# Debates Archive



## Ancalagon (May 29, 2003)

Would it be possible to have an archive specifically for past single player and team debates? Each Guild is becoming littered with past debates which would be a shame to lose!!


----------



## YayGollum (May 29, 2003)

What's wrong with just sticking it in the section for regular old threadses? Sure, I guess that having a whole other section could be useful for people researching stuff, but oh well. Whatever these crazy people decide.


----------



## Ancalagon (May 29, 2003)

Well, that is pretty much the point Yay. A debates archive would not only make it easy to see what has been debated in the past (so as not to repeat them) but would be a useful tool for those wishing to learn.


----------



## YayGollum (May 29, 2003)

Yes, yes, yes. I thought of that in the process of writing. I thought I showed it. oh well. When I go to a place to look for information, I hit the search thing before anything else. *runs away*


----------



## Aulë (May 29, 2003)

And considering that there will be 30 seperate debates starting over the next few months because of the Debate Tournament, I'd think that it would be a good idea.
Some debates (such as the old Periaur vs.

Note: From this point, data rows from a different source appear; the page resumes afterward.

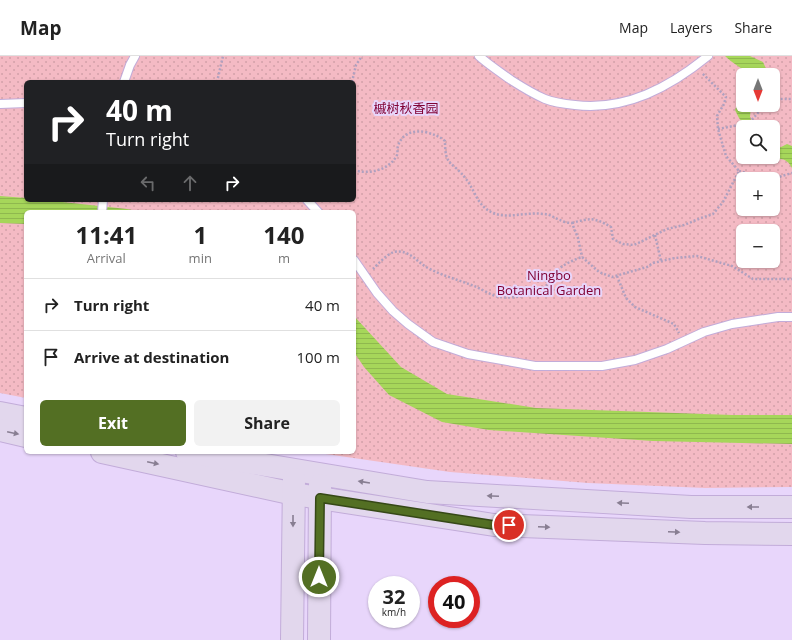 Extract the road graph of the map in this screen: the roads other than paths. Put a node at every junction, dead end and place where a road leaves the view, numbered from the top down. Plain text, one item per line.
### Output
1 (135, 56) edge
2 (479, 56) edge
3 (708, 56) edge
4 (125, 80) edge
5 (24, 103) edge
6 (0, 104) edge
7 (309, 202) edge
8 (316, 210) edge
9 (356, 263) edge
10 (792, 318) edge
11 (0, 413) edge
12 (24, 418) edge
13 (0, 430) edge
14 (24, 436) edge
15 (111, 454) edge
16 (199, 454) edge
17 (294, 470) junction
18 (320, 474) junction
19 (294, 494) junction
20 (320, 498) junction
21 (792, 507) edge
22 (792, 534) edge
23 (292, 640) edge
24 (319, 640) edge

1 - 4 lane
2 - 3 lane
5 - 6 lane
7 - 8 lane
9 - 10 lane
11 - 12 street
13 -> 14 street
15 -> 19 street
16 - 17 street
17 - 18 street
17 - 19 street
18 - 20 street
21 -> 18 street
19 - 20 street
19 -> 23 street
20 -> 22 street
20 - 24 street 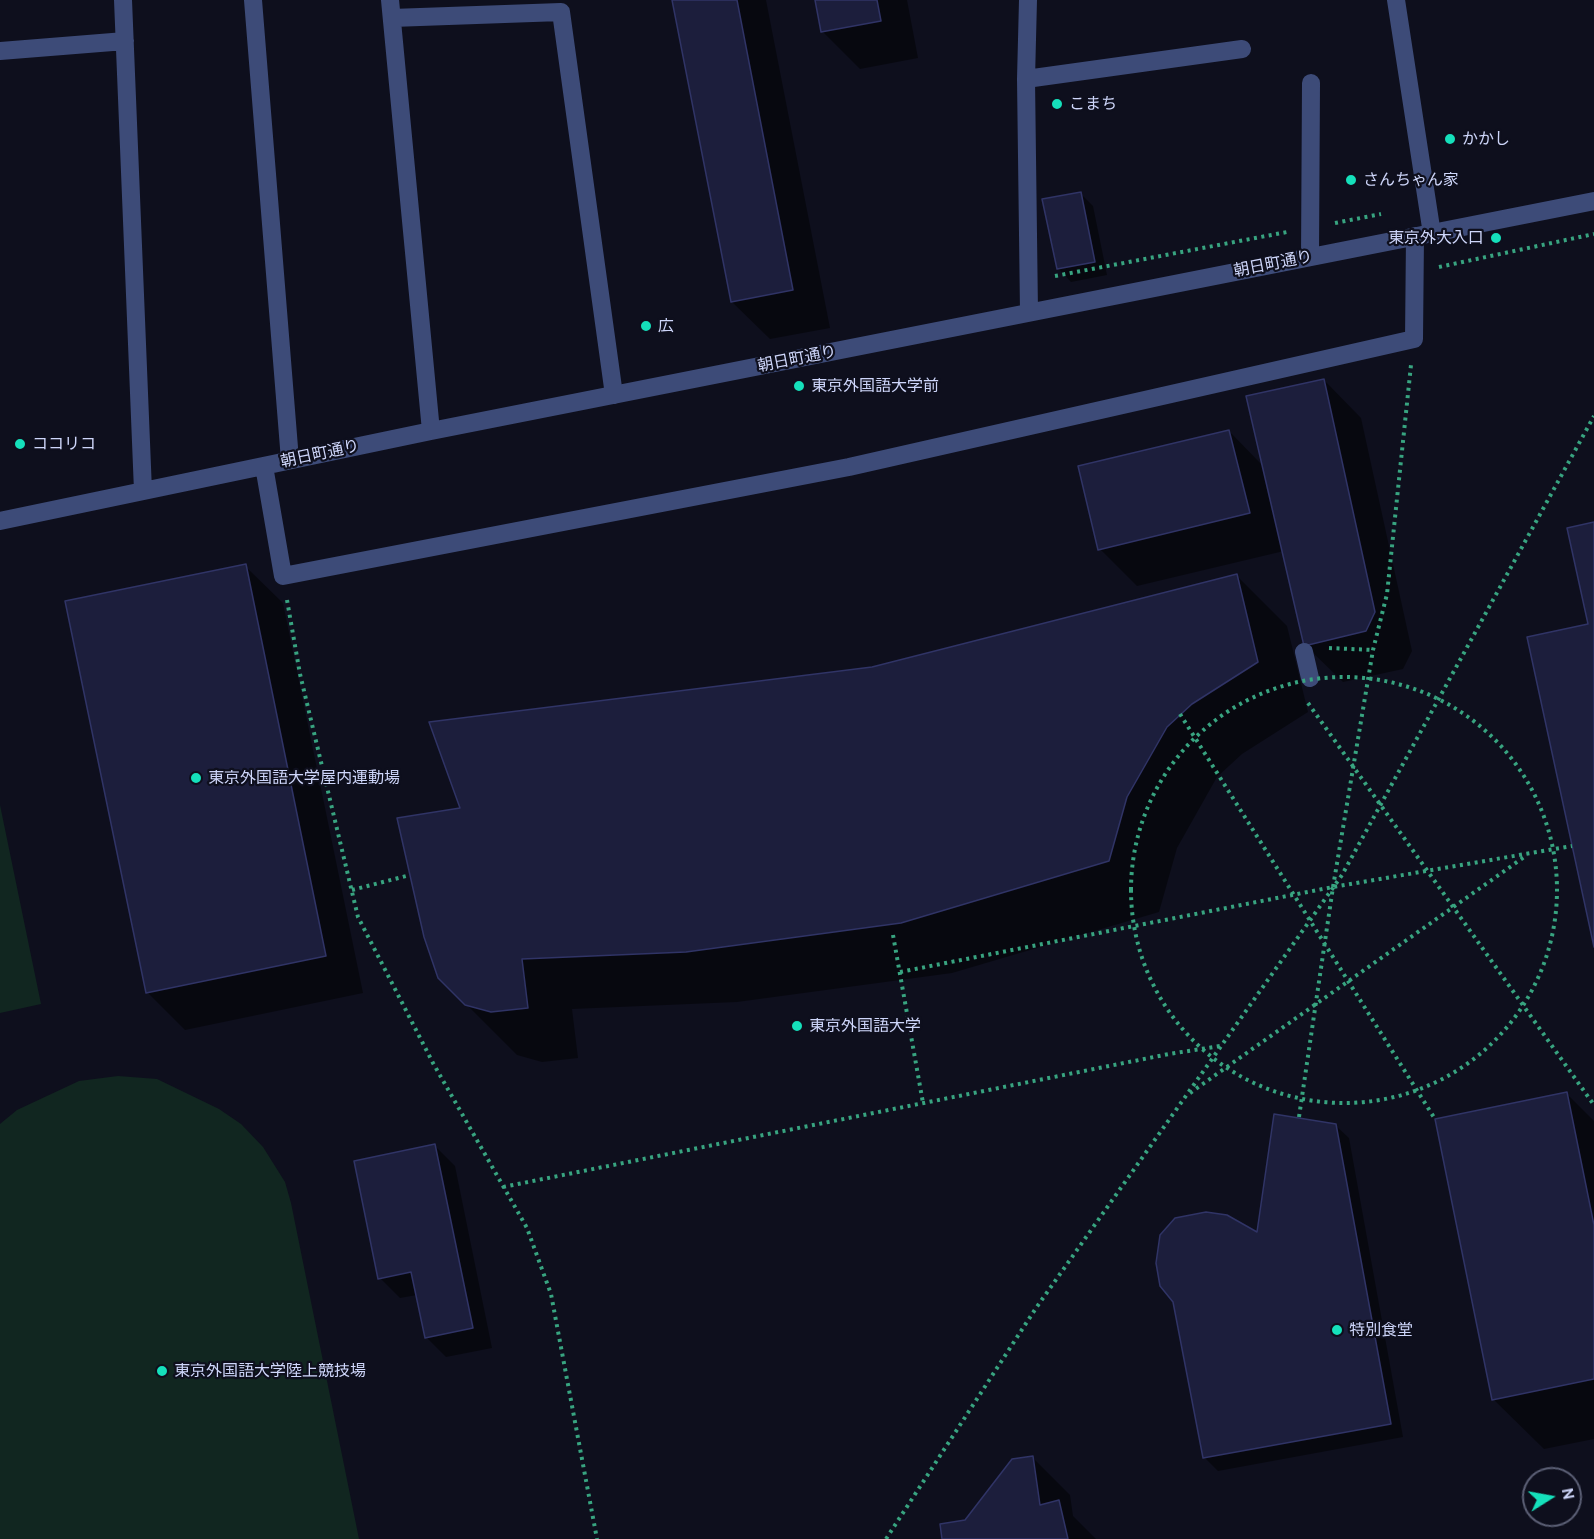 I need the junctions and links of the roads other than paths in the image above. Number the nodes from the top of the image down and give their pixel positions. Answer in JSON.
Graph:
{"nodes":[{"id":1,"x":123,"y":0,"type":"edge"},
{"id":2,"x":253,"y":0,"type":"edge"},
{"id":3,"x":1028,"y":0,"type":"edge"},
{"id":4,"x":1396,"y":0,"type":"edge"},
{"id":5,"x":391,"y":9,"type":"edge"},
{"id":6,"x":125,"y":41,"type":"junction"},
{"id":7,"x":1242,"y":50,"type":"dead end"},
{"id":8,"x":0,"y":51,"type":"edge"},
{"id":9,"x":1026,"y":79,"type":"junction"},
{"id":10,"x":1311,"y":83,"type":"dead end"},
{"id":11,"x":1594,"y":201,"type":"edge"},
{"id":12,"x":1424,"y":235,"type":"junction"},
{"id":13,"x":1310,"y":256,"type":"junction"},
{"id":14,"x":1029,"y":312,"type":"junction"},
{"id":15,"x":614,"y":395,"type":"junction"},
{"id":16,"x":431,"y":431,"type":"junction"},
{"id":17,"x":290,"y":460,"type":"junction"},
{"id":18,"x":264,"y":466,"type":"junction"},
{"id":19,"x":143,"y":491,"type":"junction"},
{"id":20,"x":0,"y":521,"type":"edge"},
{"id":21,"x":1304,"y":652,"type":"road end"},
{"id":22,"x":1300,"y":683,"type":"road end"}],
"edges":[{"from":1,"to":6,"type":"street"},
{"from":2,"to":17,"type":"street"},
{"from":3,"to":9,"type":"street"},
{"from":4,"to":12,"type":"street"},
{"from":5,"to":15,"type":"street"},
{"from":5,"to":16,"type":"street"},
{"from":6,"to":8,"type":"street"},
{"from":6,"to":19,"type":"street"},
{"from":7,"to":9,"type":"street"},
{"from":9,"to":14,"type":"street"},
{"from":10,"to":13,"type":"street"},
{"from":11,"to":12,"type":"street","name":"朝日町通り"},
{"from":12,"to":13,"type":"street","name":"朝日町通り"},
{"from":12,"to":18,"type":"street"},
{"from":13,"to":14,"type":"street","name":"朝日町通り"},
{"from":14,"to":15,"type":"street","name":"朝日町通り"},
{"from":15,"to":16,"type":"street","name":"朝日町通り"},
{"from":16,"to":17,"type":"street","name":"朝日町通り"},
{"from":17,"to":18,"type":"street","name":"朝日町通り"},
{"from":18,"to":19,"type":"street","name":"朝日町通り"},
{"from":19,"to":20,"type":"street","name":"朝日町通り"},
{"from":21,"to":22,"type":"street"}]}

OiE debate from last year) are now becoming increasingly difficult to find.


----------



## Lantarion (May 29, 2003)

Ooh, sounds marvelous!
The Great Smials haven't been in exactly exsessive use, but I hope this goes down; not only so that when people want to debate a subject they can check whether it has been already, but also so that people could read those past debates and learn something to their interest.


----------



## Ithrynluin (May 29, 2003)

I thought about this once or twice, because we have so many debates already and they really are difficult to find. I keep the links to the major ones handy, so whenever someone asks it is easy to provide with the right debate.
It would also be a good idea to keep the debates in separate archives for those less skilled with computers and the way the search option functions.


----------



## Ithrynluin (Jun 3, 2003)

Another possibility is to put all debates into Archives : Guilds & Societies. Aside from debates, I don't think there's much of anything that could be stuck in there.


----------



## Beorn (Jun 17, 2003)

http://www.thetolkienforum.com/forumdisplay.php?s=&forumid=87

Thanks to WM


----------